** PROBLEM **
Filter the data for "routing" and copy matching lines.

____ THE DATA

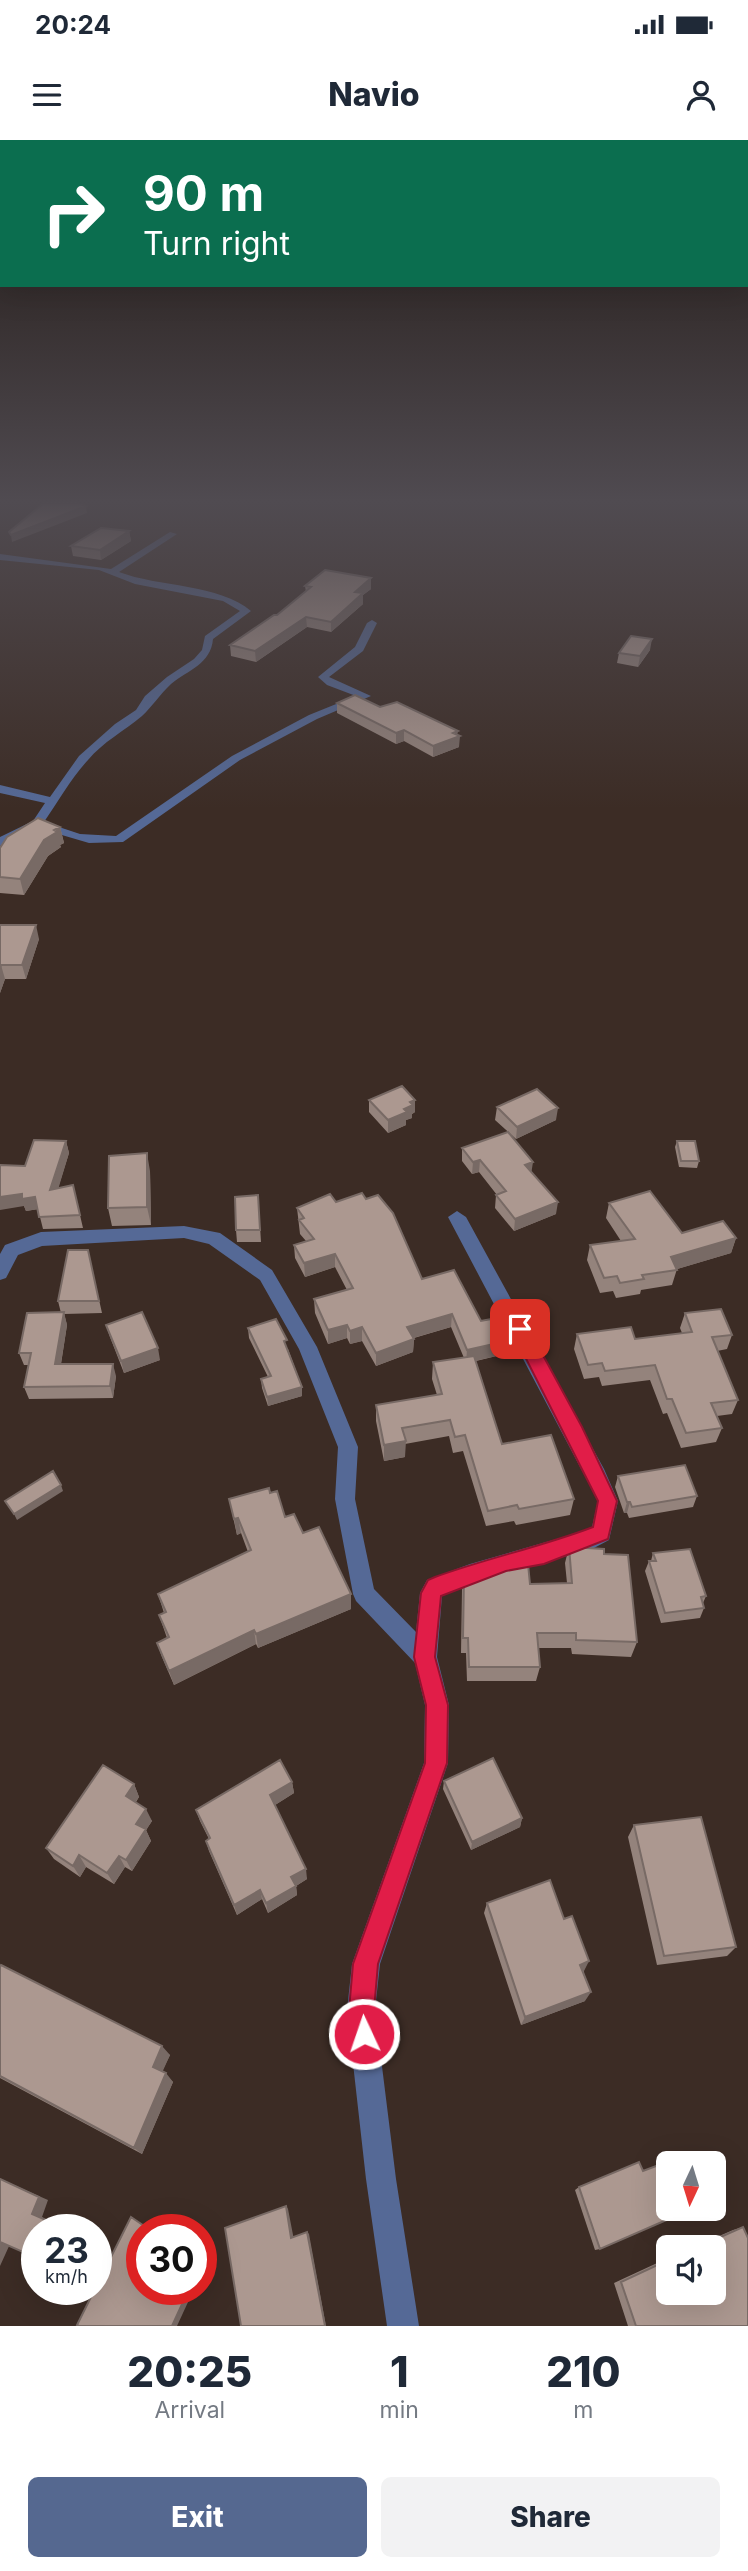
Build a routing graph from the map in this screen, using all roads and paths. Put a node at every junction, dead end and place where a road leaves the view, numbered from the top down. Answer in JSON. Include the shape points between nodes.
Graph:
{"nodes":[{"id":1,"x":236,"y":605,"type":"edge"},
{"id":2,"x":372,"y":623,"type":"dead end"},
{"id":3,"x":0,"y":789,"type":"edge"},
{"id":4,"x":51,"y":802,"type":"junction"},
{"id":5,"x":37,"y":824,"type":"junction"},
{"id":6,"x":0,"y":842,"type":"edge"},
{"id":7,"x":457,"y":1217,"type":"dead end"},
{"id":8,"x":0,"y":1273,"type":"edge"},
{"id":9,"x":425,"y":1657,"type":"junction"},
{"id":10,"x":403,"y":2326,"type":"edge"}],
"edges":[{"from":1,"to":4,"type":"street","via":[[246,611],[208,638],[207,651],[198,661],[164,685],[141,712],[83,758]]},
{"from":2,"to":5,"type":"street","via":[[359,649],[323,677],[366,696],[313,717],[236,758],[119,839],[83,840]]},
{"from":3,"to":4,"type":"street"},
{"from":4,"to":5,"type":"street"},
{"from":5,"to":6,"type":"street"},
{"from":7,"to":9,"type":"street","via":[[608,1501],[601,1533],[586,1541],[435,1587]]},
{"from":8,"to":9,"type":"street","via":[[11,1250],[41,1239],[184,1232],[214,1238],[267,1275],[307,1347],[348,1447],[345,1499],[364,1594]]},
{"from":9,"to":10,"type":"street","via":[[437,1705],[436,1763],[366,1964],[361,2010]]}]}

________
____ THE DATA

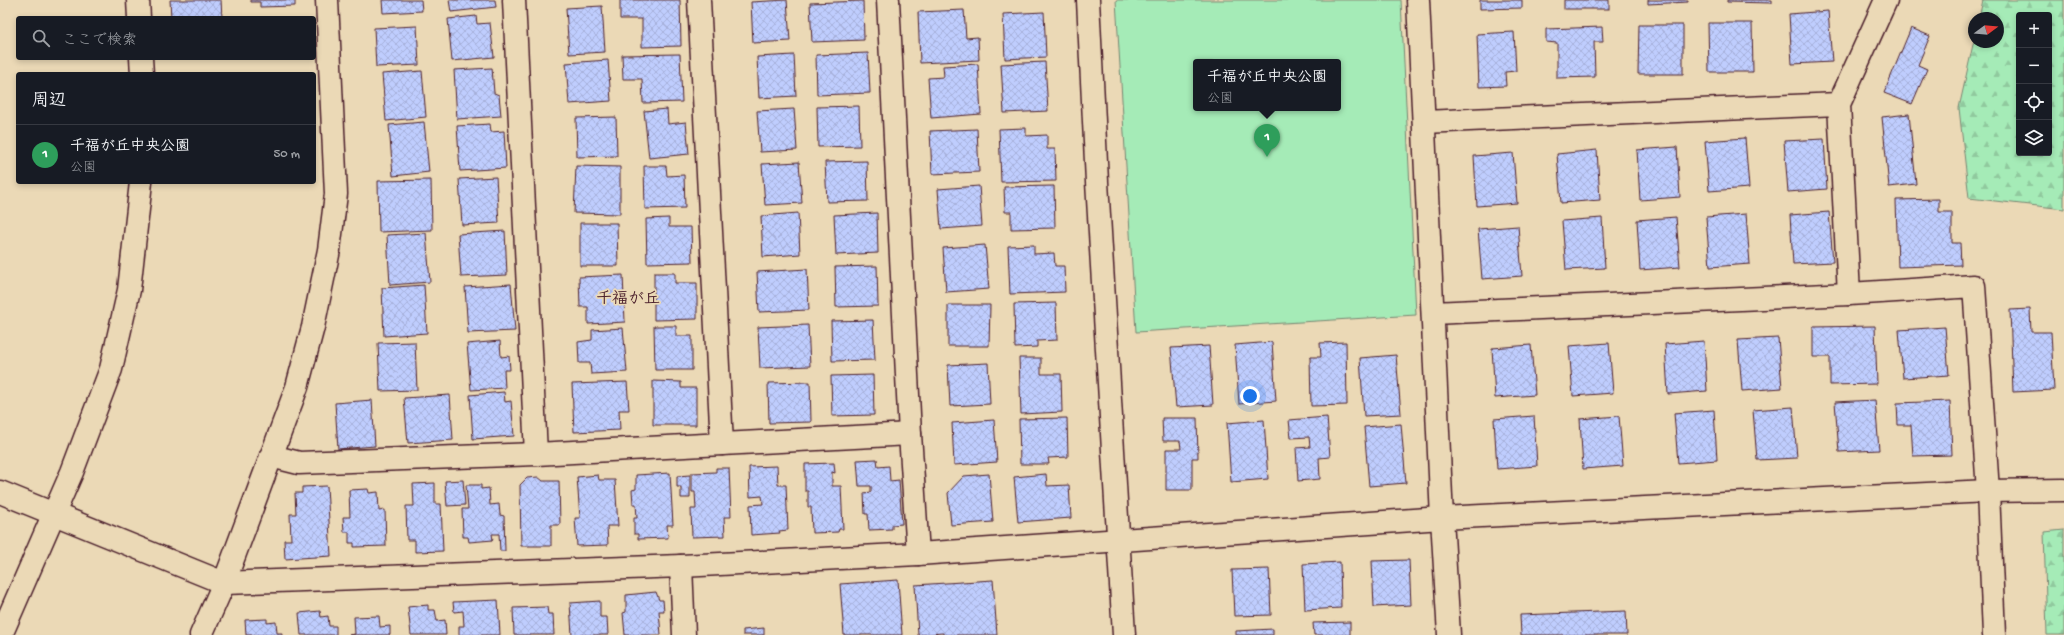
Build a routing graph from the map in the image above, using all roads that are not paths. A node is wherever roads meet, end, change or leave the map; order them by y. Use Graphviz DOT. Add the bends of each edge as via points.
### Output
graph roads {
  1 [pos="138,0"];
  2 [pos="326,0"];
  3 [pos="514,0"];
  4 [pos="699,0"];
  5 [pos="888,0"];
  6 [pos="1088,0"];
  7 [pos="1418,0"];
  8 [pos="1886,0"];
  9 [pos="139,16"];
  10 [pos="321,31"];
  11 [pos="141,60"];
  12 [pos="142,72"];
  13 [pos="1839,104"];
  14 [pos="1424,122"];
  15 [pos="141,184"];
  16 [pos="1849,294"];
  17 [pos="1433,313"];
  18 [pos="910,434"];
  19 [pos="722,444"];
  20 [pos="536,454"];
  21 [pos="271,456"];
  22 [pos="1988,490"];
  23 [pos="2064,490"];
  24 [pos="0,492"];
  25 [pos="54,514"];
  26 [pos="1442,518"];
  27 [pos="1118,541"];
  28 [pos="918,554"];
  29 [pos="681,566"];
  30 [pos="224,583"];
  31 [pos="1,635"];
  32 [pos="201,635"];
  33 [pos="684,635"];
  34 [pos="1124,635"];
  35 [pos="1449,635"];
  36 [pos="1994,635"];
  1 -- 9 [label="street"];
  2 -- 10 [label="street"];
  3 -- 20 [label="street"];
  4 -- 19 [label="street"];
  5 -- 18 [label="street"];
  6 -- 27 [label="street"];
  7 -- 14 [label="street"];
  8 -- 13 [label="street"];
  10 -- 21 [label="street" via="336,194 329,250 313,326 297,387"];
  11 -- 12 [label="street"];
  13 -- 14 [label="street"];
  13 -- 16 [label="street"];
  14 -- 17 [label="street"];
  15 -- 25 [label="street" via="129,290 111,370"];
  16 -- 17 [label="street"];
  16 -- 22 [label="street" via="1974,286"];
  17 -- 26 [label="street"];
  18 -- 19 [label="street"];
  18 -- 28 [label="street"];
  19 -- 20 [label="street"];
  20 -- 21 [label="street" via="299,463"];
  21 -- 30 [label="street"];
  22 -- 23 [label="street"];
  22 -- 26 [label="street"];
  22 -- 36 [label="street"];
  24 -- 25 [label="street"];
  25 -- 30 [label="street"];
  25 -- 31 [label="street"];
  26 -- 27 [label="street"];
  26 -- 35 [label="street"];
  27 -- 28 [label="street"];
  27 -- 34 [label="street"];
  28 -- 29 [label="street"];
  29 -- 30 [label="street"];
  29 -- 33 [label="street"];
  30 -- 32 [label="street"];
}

________

** ANSWER **
Build a routing graph from the map in this screen, using all roads and paths. Put a node at every junction, dead end and place where a road leaves the view, numbered from the top down. Answer in JSON. Include the shape points between nodes.
Build a routing graph from the map in the image above, using all roads that are not paths. A node is wherever roads meet, end, change or leave the map; order them by y. Use Graphviz DOT. Add the bends of each edge as via points.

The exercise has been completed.